**Source records:**
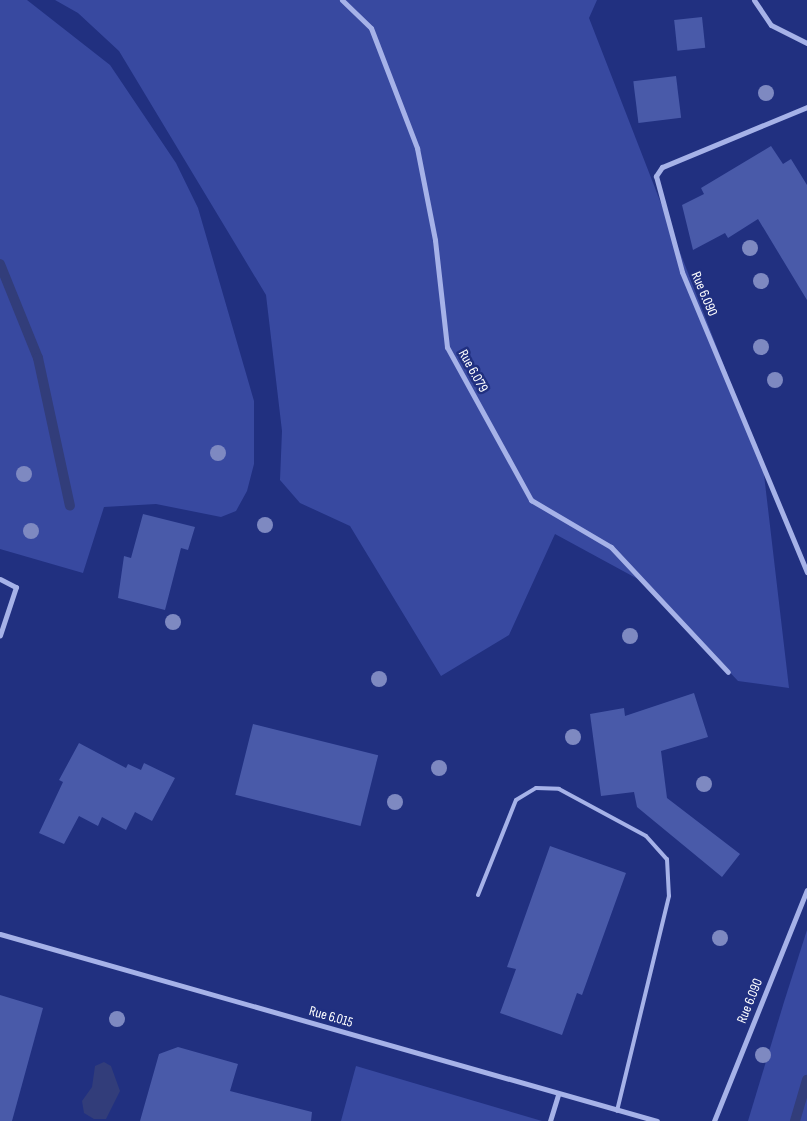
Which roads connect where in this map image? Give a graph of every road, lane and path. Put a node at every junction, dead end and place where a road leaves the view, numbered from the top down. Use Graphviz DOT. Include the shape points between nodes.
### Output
graph roads {
  1 [pos="342,0"];
  2 [pos="754,0"];
  3 [pos="807,42"];
  4 [pos="807,107"];
  5 [pos="807,572"];
  6 [pos="0,579"];
  7 [pos="0,635"];
  8 [pos="728,672"];
  9 [pos="807,890"];
  10 [pos="478,895"];
  11 [pos="0,934"];
  12 [pos="558,1094"];
  13 [pos="617,1111"];
  14 [pos="550,1121"];
  15 [pos="657,1121"];
  16 [pos="714,1121"];
  1 -- 8 [label="street, Rue 6.079" via="371,28 417,148 435,240 447,348 531,500 611,547"];
  2 -- 3 [label="street" via="771,24"];
  4 -- 5 [label="street, Rue 6.090" via="662,167 656,176 682,272"];
  6 -- 7 [label="street" via="16,587"];
  9 -- 16 [label="street, Rue 6.090"];
  10 -- 13 [label="lane" via="516,800 536,788 558,789 646,836 667,859 669,896"];
  11 -- 12 [label="street, Rue 6.015"];
  12 -- 13 [label="street, Rue 6.015"];
  12 -- 14 [label="street"];
  13 -- 15 [label="street, Rue 6.015"];
}
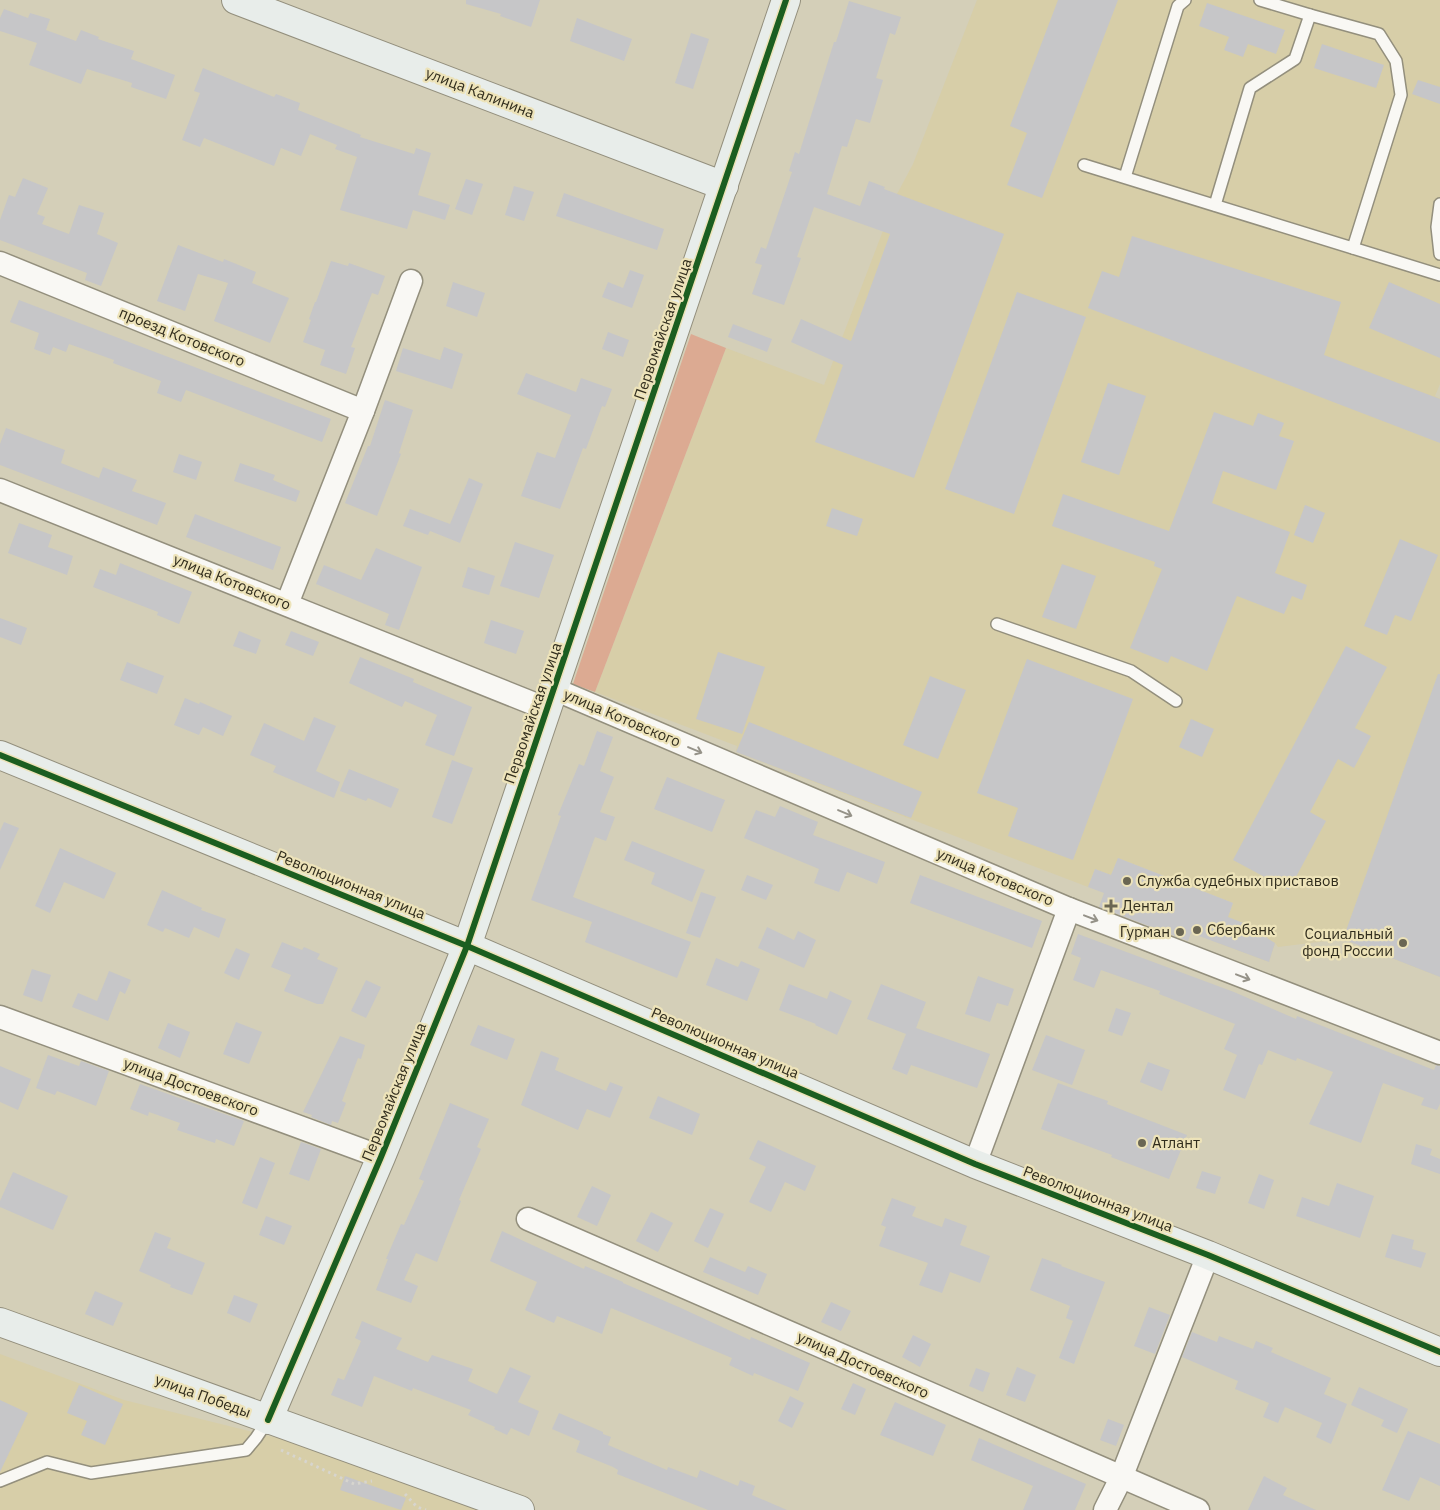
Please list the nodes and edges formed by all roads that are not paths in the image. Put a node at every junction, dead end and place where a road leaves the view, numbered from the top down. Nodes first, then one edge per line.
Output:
1 (236, 0) edge
2 (786, 0) edge
3 (1185, 0) edge
4 (1260, 0) edge
5 (1310, 15) junction
6 (1084, 164) dead end
7 (1125, 177) junction
8 (724, 186) junction
9 (1440, 204) edge
10 (1214, 205) junction
11 (1353, 248) junction
12 (1440, 254) edge
13 (0, 263) edge
14 (1440, 275) edge
15 (412, 281) dead end
16 (363, 411) junction
17 (0, 490) edge
18 (287, 604) junction
19 (997, 624) dead end
20 (550, 699) junction
21 (1176, 701) dead end
22 (0, 755) edge
23 (1068, 909) junction
24 (467, 946) junction
25 (0, 1016) edge
26 (1440, 1053) edge
27 (381, 1157) junction
28 (975, 1164) junction
29 (528, 1219) dead end
30 (1208, 1255) junction
31 (0, 1322) edge
32 (1440, 1352) edge
33 (268, 1420) junction
34 (1121, 1478) junction
35 (0, 1480) edge
36 (520, 1510) edge
37 (1105, 1510) edge
38 (1198, 1510) edge

1 - 8 street, улица Калинина
2 - 8 street, Первомайская улица
3 - 7 lane
4 - 5 lane
5 - 10 lane
5 - 11 lane
6 - 7 lane
7 - 10 lane
8 - 20 street, Первомайская улица
9 - 12 lane
10 - 11 lane
11 - 14 lane
13 - 16 street, проезд Котовского
15 - 16 street
16 - 18 street
17 - 18 street, улица Котовского
18 - 20 street, улица Котовского
19 - 21 lane
20 -> 23 street, улица Котовского
20 - 24 street, Первомайская улица
22 - 24 street, Революционная улица
23 -> 26 street, улица Котовского
23 - 28 street
24 - 27 street, Первомайская улица
24 - 28 street, Революционная улица
25 - 27 street, улица Достоевского
27 - 33 street, Первомайская улица
28 - 30 street, Революционная улица
29 - 34 street, улица Достоевского
30 - 32 street, Революционная улица
30 - 34 street
31 - 33 street, улица Победы
33 - 35 lane
33 - 36 street, улица Победы
34 - 37 street
34 - 38 street, улица Достоевского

**Exercise brief:** A verbatim transcript of the entries above is required, with the pictures left out.

**Result:**
Which roads connect where in this map image? Give a graph of every road, lane and path. Put a node at every junction, dead end and place where a road leaves the view, numbered from the top down. Use Graphviz DOT. Include the shape points between nodes.
### Output
graph roads {
  1 [pos="342,0"];
  2 [pos="754,0"];
  3 [pos="807,42"];
  4 [pos="807,107"];
  5 [pos="807,572"];
  6 [pos="0,579"];
  7 [pos="0,635"];
  8 [pos="728,672"];
  9 [pos="807,890"];
  10 [pos="478,895"];
  11 [pos="0,934"];
  12 [pos="558,1094"];
  13 [pos="617,1111"];
  14 [pos="550,1121"];
  15 [pos="657,1121"];
  16 [pos="714,1121"];
  1 -- 8 [label="street, Rue 6.079" via="371,28 417,148 435,240 447,348 531,500 611,547"];
  2 -- 3 [label="street" via="771,24"];
  4 -- 5 [label="street, Rue 6.090" via="662,167 656,176 682,272"];
  6 -- 7 [label="street" via="16,587"];
  9 -- 16 [label="street, Rue 6.090"];
  10 -- 13 [label="lane" via="516,800 536,788 558,789 646,836 667,859 669,896"];
  11 -- 12 [label="street, Rue 6.015"];
  12 -- 13 [label="street, Rue 6.015"];
  12 -- 14 [label="street"];
  13 -- 15 [label="street, Rue 6.015"];
}
Please list the nodes and edges formed by all roads that are not paths in the image. Put a node at every junction, dead end and place where a road leaves the view, numbered from the top down. Nodes first, then one edge per line.
Output:
1 (236, 0) edge
2 (786, 0) edge
3 (1185, 0) edge
4 (1260, 0) edge
5 (1310, 15) junction
6 (1084, 164) dead end
7 (1125, 177) junction
8 (724, 186) junction
9 (1440, 204) edge
10 (1214, 205) junction
11 (1353, 248) junction
12 (1440, 254) edge
13 (0, 263) edge
14 (1440, 275) edge
15 (412, 281) dead end
16 (363, 411) junction
17 (0, 490) edge
18 (287, 604) junction
19 (997, 624) dead end
20 (550, 699) junction
21 (1176, 701) dead end
22 (0, 755) edge
23 (1068, 909) junction
24 (467, 946) junction
25 (0, 1016) edge
26 (1440, 1053) edge
27 (381, 1157) junction
28 (975, 1164) junction
29 (528, 1219) dead end
30 (1208, 1255) junction
31 (0, 1322) edge
32 (1440, 1352) edge
33 (268, 1420) junction
34 (1121, 1478) junction
35 (0, 1480) edge
36 (520, 1510) edge
37 (1105, 1510) edge
38 (1198, 1510) edge

1 - 8 street, улица Калинина
2 - 8 street, Первомайская улица
3 - 7 lane
4 - 5 lane
5 - 10 lane
5 - 11 lane
6 - 7 lane
7 - 10 lane
8 - 20 street, Первомайская улица
9 - 12 lane
10 - 11 lane
11 - 14 lane
13 - 16 street, проезд Котовского
15 - 16 street
16 - 18 street
17 - 18 street, улица Котовского
18 - 20 street, улица Котовского
19 - 21 lane
20 -> 23 street, улица Котовского
20 - 24 street, Первомайская улица
22 - 24 street, Революционная улица
23 -> 26 street, улица Котовского
23 - 28 street
24 - 27 street, Первомайская улица
24 - 28 street, Революционная улица
25 - 27 street, улица Достоевского
27 - 33 street, Первомайская улица
28 - 30 street, Революционная улица
29 - 34 street, улица Достоевского
30 - 32 street, Революционная улица
30 - 34 street
31 - 33 street, улица Победы
33 - 35 lane
33 - 36 street, улица Победы
34 - 37 street
34 - 38 street, улица Достоевского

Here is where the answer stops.